A method of preparing polysaccharide glassy microparticles which are less than 10µm in diameter and contain structurally delicate agents, such as proteins, peptides, gene materials, vaccines, antibodies, viruses and liposomes using low-temperature aqueous-aqueous emulsification (free of polyelectrolytes) and freezing-induced phase separation. When delicate agents are added to a polysaccharide-PEG two phase system followed by homogenization (or other shear adding process), the agents partition into the polysaccharide dispersed phase preferentially. These processes help to avoid aggregation of proteins caused by interaction with charged polyelectrolytes used for stabilizing the polysaccharide dispersed phase in our previously reported aqueous-aqueous emulsion.
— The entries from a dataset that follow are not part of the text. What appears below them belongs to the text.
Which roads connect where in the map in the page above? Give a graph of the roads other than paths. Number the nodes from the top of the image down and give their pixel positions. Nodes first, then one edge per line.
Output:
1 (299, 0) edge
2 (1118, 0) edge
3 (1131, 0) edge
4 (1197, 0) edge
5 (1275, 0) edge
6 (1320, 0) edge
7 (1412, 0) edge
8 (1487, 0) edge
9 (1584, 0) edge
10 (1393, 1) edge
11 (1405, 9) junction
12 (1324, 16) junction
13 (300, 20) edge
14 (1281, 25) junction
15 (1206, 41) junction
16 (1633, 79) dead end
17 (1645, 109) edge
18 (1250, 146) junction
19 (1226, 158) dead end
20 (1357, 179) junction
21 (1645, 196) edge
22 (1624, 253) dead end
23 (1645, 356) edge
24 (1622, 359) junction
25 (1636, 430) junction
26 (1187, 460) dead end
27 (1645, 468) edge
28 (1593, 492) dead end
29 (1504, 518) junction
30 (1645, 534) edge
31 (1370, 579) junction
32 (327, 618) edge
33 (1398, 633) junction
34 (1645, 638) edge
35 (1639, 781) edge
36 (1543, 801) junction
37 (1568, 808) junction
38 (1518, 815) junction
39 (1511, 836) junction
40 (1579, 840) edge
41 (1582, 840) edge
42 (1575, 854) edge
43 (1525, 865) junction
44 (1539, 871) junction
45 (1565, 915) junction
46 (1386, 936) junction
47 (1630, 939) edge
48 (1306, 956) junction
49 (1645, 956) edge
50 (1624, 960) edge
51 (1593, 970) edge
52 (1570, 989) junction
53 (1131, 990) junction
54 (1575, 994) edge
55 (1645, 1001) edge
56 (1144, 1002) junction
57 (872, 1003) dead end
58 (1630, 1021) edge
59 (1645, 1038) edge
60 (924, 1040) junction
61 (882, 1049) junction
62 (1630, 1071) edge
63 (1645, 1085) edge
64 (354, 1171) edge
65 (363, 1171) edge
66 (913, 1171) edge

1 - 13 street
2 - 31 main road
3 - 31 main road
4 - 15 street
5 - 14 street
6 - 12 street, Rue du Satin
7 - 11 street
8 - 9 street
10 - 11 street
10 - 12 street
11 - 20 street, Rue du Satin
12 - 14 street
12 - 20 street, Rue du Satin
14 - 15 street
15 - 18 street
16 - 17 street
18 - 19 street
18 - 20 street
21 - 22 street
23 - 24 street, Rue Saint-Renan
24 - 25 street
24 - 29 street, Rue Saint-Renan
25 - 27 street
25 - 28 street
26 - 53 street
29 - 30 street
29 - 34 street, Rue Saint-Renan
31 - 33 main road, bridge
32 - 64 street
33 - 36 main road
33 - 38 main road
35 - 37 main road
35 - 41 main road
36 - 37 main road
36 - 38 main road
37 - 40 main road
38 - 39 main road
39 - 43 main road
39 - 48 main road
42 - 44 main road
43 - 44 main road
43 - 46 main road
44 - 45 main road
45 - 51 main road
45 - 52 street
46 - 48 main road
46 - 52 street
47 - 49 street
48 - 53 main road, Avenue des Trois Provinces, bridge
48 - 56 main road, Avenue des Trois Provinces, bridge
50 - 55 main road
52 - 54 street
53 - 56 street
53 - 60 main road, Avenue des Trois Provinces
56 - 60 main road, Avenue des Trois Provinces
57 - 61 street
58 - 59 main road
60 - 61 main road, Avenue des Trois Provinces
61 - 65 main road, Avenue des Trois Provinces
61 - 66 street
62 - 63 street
When this system is frozen and lyophilized, glassy particles less than 10µm in diameter containing delicate agents can be formed. These fine polysaccharide particles protect proteins within their hydrophilic glassy matrix, and can therefore be easily suspended in hydrophobic polymer solutions and formulated to various forms of sustained release devices such as microsphere, sheets, fibers, coating layers, and scaffolds. The particles can also be dispersed in hydrophilic gels to improve releasing kinetics and to deliver vaccines and antibodies for immune therapy.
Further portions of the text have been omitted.